Your goal: Output every record precisely.
=== Section Start ===
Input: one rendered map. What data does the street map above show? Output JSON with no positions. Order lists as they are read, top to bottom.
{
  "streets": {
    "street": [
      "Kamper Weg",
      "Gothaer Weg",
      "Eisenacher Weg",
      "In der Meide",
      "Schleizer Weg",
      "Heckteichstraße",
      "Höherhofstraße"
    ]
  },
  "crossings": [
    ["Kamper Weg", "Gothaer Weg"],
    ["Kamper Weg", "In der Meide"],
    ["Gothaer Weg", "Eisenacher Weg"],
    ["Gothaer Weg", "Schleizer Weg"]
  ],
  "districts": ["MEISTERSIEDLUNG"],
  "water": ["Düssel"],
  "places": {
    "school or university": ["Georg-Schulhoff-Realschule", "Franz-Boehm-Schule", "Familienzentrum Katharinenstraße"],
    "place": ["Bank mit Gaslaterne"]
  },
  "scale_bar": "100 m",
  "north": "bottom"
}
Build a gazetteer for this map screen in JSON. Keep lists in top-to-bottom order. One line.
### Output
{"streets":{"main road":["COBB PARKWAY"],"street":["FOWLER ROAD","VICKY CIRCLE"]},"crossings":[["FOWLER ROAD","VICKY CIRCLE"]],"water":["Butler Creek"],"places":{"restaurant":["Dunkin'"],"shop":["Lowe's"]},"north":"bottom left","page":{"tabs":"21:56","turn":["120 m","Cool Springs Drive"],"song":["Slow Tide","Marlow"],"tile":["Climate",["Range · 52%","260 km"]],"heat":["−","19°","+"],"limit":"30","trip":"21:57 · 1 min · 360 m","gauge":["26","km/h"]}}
=== Section End ===
Task result:
Input: one rendered map. What data does the street map above show? Output JSON with no positions. Order lists as they are read, top to bottom.
{
  "streets": {
    "street": [
      "Kamper Weg",
      "Gothaer Weg",
      "Eisenacher Weg",
      "In der Meide",
      "Schleizer Weg",
      "Heckteichstraße",
      "Höherhofstraße"
    ]
  },
  "crossings": [
    ["Kamper Weg", "Gothaer Weg"],
    ["Kamper Weg", "In der Meide"],
    ["Gothaer Weg", "Eisenacher Weg"],
    ["Gothaer Weg", "Schleizer Weg"]
  ],
  "districts": ["MEISTERSIEDLUNG"],
  "water": ["Düssel"],
  "places": {
    "school or university": ["Georg-Schulhoff-Realschule", "Franz-Boehm-Schule", "Familienzentrum Katharinenstraße"],
    "place": ["Bank mit Gaslaterne"]
  },
  "scale_bar": "100 m",
  "north": "bottom"
}
Build a gazetteer for this map screen in JSON. Keep lists in top-to-bottom order. One line.
### Output
{"streets":{"main road":["COBB PARKWAY"],"street":["FOWLER ROAD","VICKY CIRCLE"]},"crossings":[["FOWLER ROAD","VICKY CIRCLE"]],"water":["Butler Creek"],"places":{"restaurant":["Dunkin'"],"shop":["Lowe's"]},"north":"bottom left","page":{"tabs":"21:56","turn":["120 m","Cool Springs Drive"],"song":["Slow Tide","Marlow"],"tile":["Climate",["Range · 52%","260 km"]],"heat":["−","19°","+"],"limit":"30","trip":"21:57 · 1 min · 360 m","gauge":["26","km/h"]}}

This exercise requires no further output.